When it comes to season finales, most TV shows are hit-or-miss. More often than not, we get more misses than hits. That’s to be expected. Capping off a season of any show, no matter how acclaimed or celebrated it might be, is exceedingly hard. There’s bound to be a sizable portion of fans who don’t care for it.
When a finale does turn out to be a hit, though, it’s all the more precious. Most of us can count on one hand how many genuinely incredible finales we’ve seen over the years. Some shows are better at it than others and even they’re not always consistent.
Then, there’s “Rick and Morty.” Between its colorful fanbase and unique approach to adult animation, it’s one of those rare shows that dares to raise the bar in unexpected ways. It can be obscenely absurd one minute and genuinely heartfelt the next. You just don’t know what you’re going to get, but you often find yourself wanting more.
I’ve praised this show before for is eclectic insights on everything from romance to nihilism. I’ll probably praise it again in the future for its uncanny ability to raise the bar for absurdity, insight, and pickle-based humor.
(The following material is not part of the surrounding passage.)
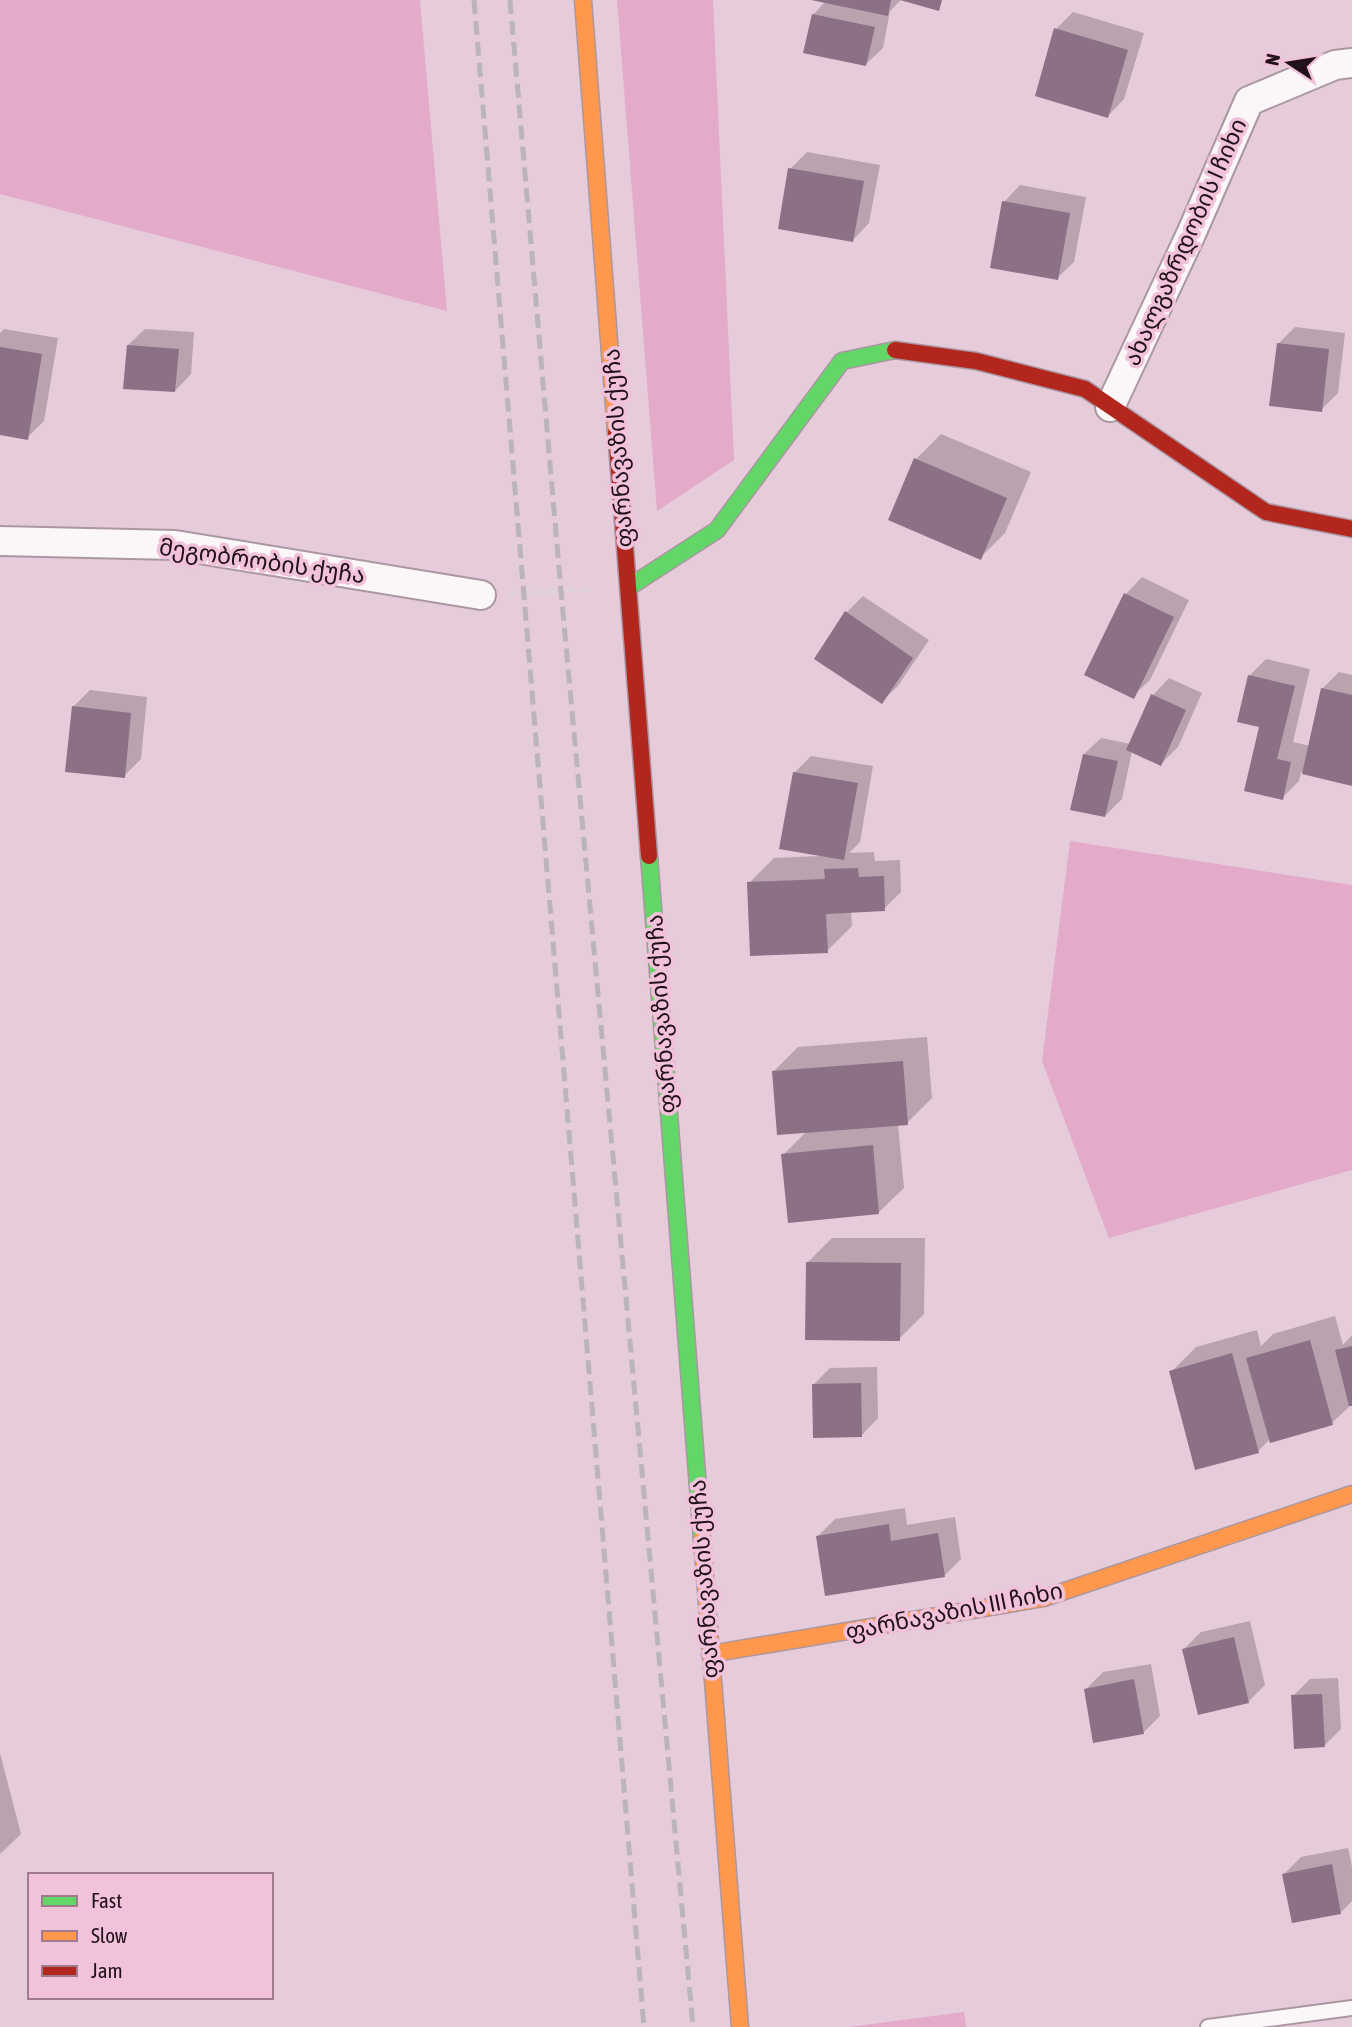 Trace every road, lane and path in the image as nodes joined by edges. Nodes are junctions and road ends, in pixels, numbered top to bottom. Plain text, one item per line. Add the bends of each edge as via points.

I consider myself a big fan of the show and the events of Season 5 only made me a bigger fan.
Now, I know I haven’t touched on “Rick and Morty” that much since Season 5 began. A while back, I did post my overall reaction to the Season 4 finale and the intrigue it offered. The underlying theme of that season seemed to revolve around Rick gradually losing control over his family and his ability to manipulate Beth, Morty, Summer, and even Jerry.
Relative to previous seasons, this was a major shift. For the first three seasons of the show, we got used to seeing Rick being nigh-invincible in his ability to control a situation. It seemed like nothing anyone did, including his family, could hope to escape is influence.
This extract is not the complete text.